I offer only one story, which gave title to the piece I wrote, “The Yellow Trolley Car in Barcelona.” It appeared in the Atlantic in the United States and the Observer Sunday magazine in England in 1972, the first biographical articles on Gabo in either country. When our Paris train crossed into Spain at Port Bou, we picked up a brochure detailing the trolley lines in Barcelona by number and destination. I rode trolleys from adolescence through high school and have been a trolley-car freak ever since. (I didn’t know until someone pointed it out that trolleys appear in all my novels except Legs, and that one has a train, which is something like a trolley.) Dana and I looked for a trolley at Columbus Plaza and a coconut vendor said Barcelona hadn’t had trolleys in fifteen years. So why was Spain touting them in tourist brochures? The coconut man wasn’t sure. We took a bus instead and stood in the back looking out the large rear window at the receding canyon of splendid buildings, which reminded me of photographs of New York’s Fifth Avenue in the nineteenth century, and suddenly I said to Dana, “There’s a trolley.” She missed it. Its movement was perpendicular to ours, and it was visible only for a few seconds, no more, and three blocks back. Then it disappeared behind the canyon wall.

At his house, I eventually asked Gabo, “What trolleys still run in Barcelona?” He and Mercedes said there were no trolleys, only a funicular. I said I saw a trolley and it was yellow and old-fashioned in design. Mercedes said the funicular was blue. Gabo phoned his agent. “Is there a yellow trolley car in Barcelona?” he asked her. “I’m here having an interview with Kennedy and he saw a yellow trolley car.” she said all trolleys were yellow in the old days, then called back to report that two years earlier at a public ceremony, the last trolley in Barcelona had been formally buried. What had I seen? I have no idea, except that it was a trolley car. “To me this is completely natural,” Gabo said, and he told a story: “My wife and I were asleep and the doorbell rings. I open the door and a man says to me, ‘I came to fix the ironing cord.’ My wife, from the bed, says, ‘We don’t have anything wrong with the iron here.’ The man says, ‘Is this apartment two?’ ‘No,’ I say, ‘upstairs.’ Later my wife plugged in the iron and it burned up. This was a reversal. The man came before we knew it had to be fixed. This type of thing happens all the time. My wife has already forgotten it.”

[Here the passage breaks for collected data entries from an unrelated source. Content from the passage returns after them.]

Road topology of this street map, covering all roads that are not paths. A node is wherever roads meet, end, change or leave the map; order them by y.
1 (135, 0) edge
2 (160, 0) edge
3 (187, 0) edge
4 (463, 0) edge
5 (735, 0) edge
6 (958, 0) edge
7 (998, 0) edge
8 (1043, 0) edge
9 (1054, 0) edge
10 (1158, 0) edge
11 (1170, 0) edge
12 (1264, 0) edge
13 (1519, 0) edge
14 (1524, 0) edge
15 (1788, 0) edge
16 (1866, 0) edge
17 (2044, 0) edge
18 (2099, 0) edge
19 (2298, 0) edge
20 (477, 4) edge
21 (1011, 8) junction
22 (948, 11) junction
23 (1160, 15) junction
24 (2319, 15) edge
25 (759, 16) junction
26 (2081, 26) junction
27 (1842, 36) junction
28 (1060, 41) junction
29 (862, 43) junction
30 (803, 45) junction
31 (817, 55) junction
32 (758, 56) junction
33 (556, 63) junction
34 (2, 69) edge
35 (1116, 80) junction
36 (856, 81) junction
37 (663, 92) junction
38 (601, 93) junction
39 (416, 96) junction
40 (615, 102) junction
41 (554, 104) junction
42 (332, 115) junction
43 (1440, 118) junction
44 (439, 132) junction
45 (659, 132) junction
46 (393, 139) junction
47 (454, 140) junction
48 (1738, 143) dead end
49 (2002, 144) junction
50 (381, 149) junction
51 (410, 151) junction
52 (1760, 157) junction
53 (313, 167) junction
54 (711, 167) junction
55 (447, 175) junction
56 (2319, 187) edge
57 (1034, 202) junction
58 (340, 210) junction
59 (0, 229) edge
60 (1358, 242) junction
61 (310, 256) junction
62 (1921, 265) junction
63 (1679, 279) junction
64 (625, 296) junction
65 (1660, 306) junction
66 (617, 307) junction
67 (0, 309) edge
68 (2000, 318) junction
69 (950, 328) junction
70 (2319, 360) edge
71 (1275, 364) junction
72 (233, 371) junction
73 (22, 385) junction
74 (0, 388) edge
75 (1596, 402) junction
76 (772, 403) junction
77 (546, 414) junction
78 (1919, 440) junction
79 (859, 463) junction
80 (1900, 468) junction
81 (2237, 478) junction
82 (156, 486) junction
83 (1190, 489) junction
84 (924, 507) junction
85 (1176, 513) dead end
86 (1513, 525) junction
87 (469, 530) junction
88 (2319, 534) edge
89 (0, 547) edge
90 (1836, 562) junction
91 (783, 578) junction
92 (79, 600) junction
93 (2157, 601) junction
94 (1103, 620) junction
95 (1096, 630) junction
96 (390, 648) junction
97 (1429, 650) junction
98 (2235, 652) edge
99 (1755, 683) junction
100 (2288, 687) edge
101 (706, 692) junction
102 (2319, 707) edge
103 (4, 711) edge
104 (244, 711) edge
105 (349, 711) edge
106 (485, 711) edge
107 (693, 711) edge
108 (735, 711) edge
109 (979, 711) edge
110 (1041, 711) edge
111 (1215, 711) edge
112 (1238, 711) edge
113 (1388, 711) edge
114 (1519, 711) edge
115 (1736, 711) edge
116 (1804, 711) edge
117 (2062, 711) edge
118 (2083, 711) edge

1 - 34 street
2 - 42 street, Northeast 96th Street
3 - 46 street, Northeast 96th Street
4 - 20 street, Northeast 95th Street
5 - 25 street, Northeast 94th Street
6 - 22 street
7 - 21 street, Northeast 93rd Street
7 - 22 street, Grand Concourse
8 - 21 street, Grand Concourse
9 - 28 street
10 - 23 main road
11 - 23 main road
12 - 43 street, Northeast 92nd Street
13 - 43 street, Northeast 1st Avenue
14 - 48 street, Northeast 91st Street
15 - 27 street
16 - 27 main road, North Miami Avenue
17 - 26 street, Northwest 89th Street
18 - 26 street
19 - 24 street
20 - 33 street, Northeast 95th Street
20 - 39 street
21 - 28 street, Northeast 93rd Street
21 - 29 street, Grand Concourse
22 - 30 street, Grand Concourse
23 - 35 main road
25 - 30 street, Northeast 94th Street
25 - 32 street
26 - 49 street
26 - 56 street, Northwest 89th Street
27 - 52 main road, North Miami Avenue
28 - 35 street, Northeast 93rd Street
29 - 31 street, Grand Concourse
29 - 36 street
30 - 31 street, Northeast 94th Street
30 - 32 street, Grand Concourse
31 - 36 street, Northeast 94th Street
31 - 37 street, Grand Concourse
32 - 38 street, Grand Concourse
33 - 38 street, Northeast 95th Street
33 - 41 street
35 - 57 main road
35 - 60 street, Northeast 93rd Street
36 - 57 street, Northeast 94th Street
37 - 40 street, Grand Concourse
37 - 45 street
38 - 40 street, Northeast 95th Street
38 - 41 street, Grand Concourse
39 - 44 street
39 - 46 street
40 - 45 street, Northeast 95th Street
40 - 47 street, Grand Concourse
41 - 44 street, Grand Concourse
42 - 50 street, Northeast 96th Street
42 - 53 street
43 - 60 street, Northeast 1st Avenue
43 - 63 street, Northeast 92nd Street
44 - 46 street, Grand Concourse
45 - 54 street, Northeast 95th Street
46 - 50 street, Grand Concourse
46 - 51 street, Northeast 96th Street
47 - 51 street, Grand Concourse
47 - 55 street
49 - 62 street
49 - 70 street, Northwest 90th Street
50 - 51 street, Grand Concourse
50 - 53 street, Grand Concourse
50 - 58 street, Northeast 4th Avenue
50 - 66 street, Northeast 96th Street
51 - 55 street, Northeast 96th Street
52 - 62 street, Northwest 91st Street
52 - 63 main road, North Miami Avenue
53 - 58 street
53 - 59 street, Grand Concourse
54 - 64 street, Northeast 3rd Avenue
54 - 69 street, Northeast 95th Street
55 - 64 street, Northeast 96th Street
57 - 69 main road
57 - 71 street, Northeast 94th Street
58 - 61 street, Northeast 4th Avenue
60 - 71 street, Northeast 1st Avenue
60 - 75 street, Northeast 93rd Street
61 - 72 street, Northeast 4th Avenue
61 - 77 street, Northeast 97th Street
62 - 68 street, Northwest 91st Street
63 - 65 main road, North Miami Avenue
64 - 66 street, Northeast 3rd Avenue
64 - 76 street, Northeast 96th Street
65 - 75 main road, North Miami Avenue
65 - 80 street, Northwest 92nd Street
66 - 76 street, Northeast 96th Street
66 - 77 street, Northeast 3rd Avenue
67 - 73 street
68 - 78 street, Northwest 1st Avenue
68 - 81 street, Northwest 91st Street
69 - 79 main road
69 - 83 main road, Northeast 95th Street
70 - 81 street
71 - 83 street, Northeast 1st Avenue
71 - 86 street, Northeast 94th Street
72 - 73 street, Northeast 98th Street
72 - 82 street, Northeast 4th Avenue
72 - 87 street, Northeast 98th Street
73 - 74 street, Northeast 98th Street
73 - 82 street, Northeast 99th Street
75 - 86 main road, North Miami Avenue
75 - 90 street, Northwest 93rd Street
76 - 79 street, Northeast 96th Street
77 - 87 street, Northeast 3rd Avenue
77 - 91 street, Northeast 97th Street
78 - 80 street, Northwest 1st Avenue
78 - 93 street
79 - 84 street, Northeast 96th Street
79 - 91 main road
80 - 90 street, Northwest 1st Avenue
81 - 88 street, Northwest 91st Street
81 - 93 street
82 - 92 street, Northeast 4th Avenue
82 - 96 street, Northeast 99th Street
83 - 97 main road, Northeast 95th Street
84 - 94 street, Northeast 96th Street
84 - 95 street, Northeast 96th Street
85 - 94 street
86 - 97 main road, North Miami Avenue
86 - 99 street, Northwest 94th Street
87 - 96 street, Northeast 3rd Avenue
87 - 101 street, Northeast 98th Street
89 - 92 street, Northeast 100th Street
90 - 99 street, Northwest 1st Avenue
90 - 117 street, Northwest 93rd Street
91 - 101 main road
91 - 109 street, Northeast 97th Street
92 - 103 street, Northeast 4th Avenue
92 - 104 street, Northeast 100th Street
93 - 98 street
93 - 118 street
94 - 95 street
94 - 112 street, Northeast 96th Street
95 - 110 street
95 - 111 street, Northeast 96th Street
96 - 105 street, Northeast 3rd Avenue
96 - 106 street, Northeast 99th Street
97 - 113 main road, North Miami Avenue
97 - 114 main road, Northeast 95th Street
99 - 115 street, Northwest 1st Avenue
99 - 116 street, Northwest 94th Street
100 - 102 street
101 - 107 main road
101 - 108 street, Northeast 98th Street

A world in which ironing cords incinerate prematurely is the world we associate with García Márquez, not only in One Hundred Years of Solitude, but in The Autumn of the Patriarch, Innocent Eréndira, and much more. In Love in the Time of the Cholera, he moved into more realistic storytelling, but the embrace by writers of what has come to be called his magical realism—and I’m sure he loathes that phrase—has become as universal a tool for storytelling as Joyce’s interior monologue, and it no longer belongs only to Gabo. Of course it never did. Such writing is as old as Homer and as modern as Kafka. Even so, Gabo is stuck with it, and as such, his work was recently decreed passé by a new school of young Latin American realists, who have replaced, for their own satisfaction, Gabo’s mythic town of Macondo with their own mock town of McOndo—as in McDonald’s or McNuggets. Latin America, they say, is no longer cute; no more levitating priests or storms of butterflies. They want to write dirty realism about contemporary life—raw sex and violence in the apolitical lower depths. To some of us, that sounds like the place from which an earlier generation departed; but of course every world is valuable when the writer is navigating through the unknown.

Here is Gabo’s take on all this: “People believe I’m a writer of fantastic fiction when actually I’m a very realistic person and write what I believe is the true socialist realism.” I agree totally with that, and now that I think about it, I realize that it was a socialist yellow trolley car I saw in Barcelona. It’s the only possible explanation.